If a one-year lag is the correct specification, then the contemporaneous effect should be small and not statistically significant. If, on the other hand, the contemporaneous effect is large and significant, it should raise serious doubts about the validity of the method and the kinds of conclusions that can be drawn. It may be that the data are simply not suitable for separating the effect of

xonyfrom the effect ofyonx.

This is essentially a robustness check. If the contemporaneous effect doesn’t show up, you’re good. If it does show up, all bets are off.

In a recent article, however, Leszczensky and Wolbring (2022) (hereafter L&W) argued that this is a *complete* solution. Just estimate a fixed effects model with both *x*(*t*) and *x*(*t*-1) as predictors of *y*(*t*), and you’re done! However, they also showed that not all fixed effects methods do a good job of this under more challenging conditions (such as a lagged effect of *y* on *x*). Based on simulations, they recommended the ML-SEM method developed by me and my colleagues, Richard Williams and Enrique Moral-Benito (2017). This method uses structural equation modeling software to estimate models that treat the fixed effects as latent random variables that are allowed to correlate with other exogenous variables. The method can also allow for “reverse causation” by including equations for effects of *y* on later values of *x*.

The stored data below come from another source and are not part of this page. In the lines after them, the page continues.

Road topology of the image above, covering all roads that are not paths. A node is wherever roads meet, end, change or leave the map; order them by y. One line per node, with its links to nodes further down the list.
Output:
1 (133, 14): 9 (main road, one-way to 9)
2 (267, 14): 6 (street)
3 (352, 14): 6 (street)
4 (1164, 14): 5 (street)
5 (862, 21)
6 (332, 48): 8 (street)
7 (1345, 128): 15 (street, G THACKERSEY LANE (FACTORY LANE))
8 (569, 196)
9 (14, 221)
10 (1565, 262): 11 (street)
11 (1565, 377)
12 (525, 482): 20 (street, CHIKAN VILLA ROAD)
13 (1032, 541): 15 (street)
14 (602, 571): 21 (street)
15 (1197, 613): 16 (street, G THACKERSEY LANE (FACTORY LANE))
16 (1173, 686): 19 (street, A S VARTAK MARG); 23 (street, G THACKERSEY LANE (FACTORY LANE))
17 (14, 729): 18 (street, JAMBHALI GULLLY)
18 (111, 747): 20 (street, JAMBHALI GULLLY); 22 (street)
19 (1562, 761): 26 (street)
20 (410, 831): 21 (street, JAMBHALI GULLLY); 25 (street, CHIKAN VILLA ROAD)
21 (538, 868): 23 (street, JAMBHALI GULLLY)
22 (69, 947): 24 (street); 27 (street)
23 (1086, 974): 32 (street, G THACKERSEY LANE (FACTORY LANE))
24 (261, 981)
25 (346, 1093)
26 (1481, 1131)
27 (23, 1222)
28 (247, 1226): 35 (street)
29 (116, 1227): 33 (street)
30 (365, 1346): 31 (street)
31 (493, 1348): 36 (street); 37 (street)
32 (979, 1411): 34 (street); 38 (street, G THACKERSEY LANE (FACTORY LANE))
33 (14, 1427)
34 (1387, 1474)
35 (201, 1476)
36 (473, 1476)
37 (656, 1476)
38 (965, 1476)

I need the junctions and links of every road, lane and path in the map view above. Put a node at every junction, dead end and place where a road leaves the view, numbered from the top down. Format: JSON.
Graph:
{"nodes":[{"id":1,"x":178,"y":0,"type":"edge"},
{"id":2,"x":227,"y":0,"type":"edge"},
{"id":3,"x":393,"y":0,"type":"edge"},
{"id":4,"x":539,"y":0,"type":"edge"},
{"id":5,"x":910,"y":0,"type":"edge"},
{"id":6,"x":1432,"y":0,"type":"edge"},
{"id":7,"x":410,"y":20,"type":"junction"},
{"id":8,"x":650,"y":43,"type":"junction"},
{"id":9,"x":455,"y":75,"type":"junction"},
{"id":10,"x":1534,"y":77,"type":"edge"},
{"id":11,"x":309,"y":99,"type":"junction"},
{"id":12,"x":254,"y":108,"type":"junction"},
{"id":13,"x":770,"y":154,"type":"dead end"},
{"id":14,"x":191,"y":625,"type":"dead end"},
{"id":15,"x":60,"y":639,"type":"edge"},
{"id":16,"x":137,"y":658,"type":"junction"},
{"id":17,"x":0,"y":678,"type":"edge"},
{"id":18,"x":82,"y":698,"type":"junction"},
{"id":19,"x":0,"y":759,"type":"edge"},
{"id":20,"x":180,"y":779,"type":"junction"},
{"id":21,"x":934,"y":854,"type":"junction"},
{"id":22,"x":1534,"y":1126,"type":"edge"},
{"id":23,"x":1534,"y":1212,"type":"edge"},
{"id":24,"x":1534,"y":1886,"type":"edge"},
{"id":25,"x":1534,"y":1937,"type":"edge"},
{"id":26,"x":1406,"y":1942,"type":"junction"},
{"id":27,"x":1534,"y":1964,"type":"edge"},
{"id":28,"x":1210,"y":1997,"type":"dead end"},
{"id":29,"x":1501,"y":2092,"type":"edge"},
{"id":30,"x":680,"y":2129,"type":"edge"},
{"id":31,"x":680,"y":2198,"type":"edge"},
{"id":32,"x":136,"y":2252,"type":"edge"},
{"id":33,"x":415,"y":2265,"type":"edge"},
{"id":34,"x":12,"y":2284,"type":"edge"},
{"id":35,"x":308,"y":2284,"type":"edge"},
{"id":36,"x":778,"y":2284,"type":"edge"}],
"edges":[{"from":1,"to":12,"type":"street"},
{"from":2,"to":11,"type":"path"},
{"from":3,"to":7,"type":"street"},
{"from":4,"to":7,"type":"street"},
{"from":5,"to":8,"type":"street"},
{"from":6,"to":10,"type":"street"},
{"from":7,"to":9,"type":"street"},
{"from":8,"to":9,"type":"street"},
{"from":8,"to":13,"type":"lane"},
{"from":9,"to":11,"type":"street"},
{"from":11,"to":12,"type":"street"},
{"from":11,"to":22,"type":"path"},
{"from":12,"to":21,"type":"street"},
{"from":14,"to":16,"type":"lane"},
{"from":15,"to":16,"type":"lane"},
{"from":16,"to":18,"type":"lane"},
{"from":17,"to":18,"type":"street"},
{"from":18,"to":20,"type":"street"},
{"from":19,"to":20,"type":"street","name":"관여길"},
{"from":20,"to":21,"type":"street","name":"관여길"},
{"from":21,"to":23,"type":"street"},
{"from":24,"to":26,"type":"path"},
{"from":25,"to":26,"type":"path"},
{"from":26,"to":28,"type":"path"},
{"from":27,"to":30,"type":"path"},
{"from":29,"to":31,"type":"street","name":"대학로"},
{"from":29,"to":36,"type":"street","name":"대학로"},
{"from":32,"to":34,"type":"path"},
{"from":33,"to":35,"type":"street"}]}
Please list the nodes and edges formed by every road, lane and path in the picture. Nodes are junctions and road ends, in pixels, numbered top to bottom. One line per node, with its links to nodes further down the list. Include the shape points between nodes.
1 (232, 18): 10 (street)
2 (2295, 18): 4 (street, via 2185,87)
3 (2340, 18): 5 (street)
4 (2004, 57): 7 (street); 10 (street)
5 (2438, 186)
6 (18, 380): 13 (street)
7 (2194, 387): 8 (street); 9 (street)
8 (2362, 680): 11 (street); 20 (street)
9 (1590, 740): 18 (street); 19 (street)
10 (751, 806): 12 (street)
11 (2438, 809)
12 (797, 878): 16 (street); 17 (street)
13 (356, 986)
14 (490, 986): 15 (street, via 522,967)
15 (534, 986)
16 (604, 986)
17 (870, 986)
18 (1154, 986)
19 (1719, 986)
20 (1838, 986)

Although I’m happy that L&W settled on ML-SEM as the best available estimation method, I’m still not convinced that including a contemporaneous effect of *x* on *y *is the right way to go. One major objective of panel data analysis is to figure out whether *x* causes *y* or *y* causes *x*. If your model allows *x* to affect *y* at the same point in time, how do you know whether you’re estimating the effect of *x* on *y* or the effect of *y* on *x*? And if it’s really the latter, what impact will that have on the lagged effect of *x*?

In this post, I’m going to propose a better way**.** My proposal draws on a long tradition in the analysis of “cross-lagged panel models”, which is embodied in the path diagram below.

This diagram does not include fixed effects. But what it does include are correlations between the two error terms at each point in time (*e*_{1} with *e*_{2} and *e*_{3} with *e*_{4}). These error terms capture the effects of unobserved variables that are affecting *x* and *y* at each point in time. The correlations between them are actually partial correlations that control for the earlier values of *x* and *y*. It makes perfect sense to include these partial correlations because otherwise the model would imply that any correlation between *x*(*t*) and *y*(*t*) is completely explained by their mutual dependence on *x*(*t-*1) and *y*(*t*-1). That seems highly implausible.

This model can be extended to included fixed effects using the ML-SEM method mentioned above. However, there are two things worth emphasizing:

- The models of V&M and the models of L&W implicitly set these error correlations to zero.
- If you allow these error correlations, the dreaded sign reversals discovered by V&M disappear, even without the inclusion of a contemporaneous effect of
*x*on*y*or vice versa. I’ll provide evidence for that shortly.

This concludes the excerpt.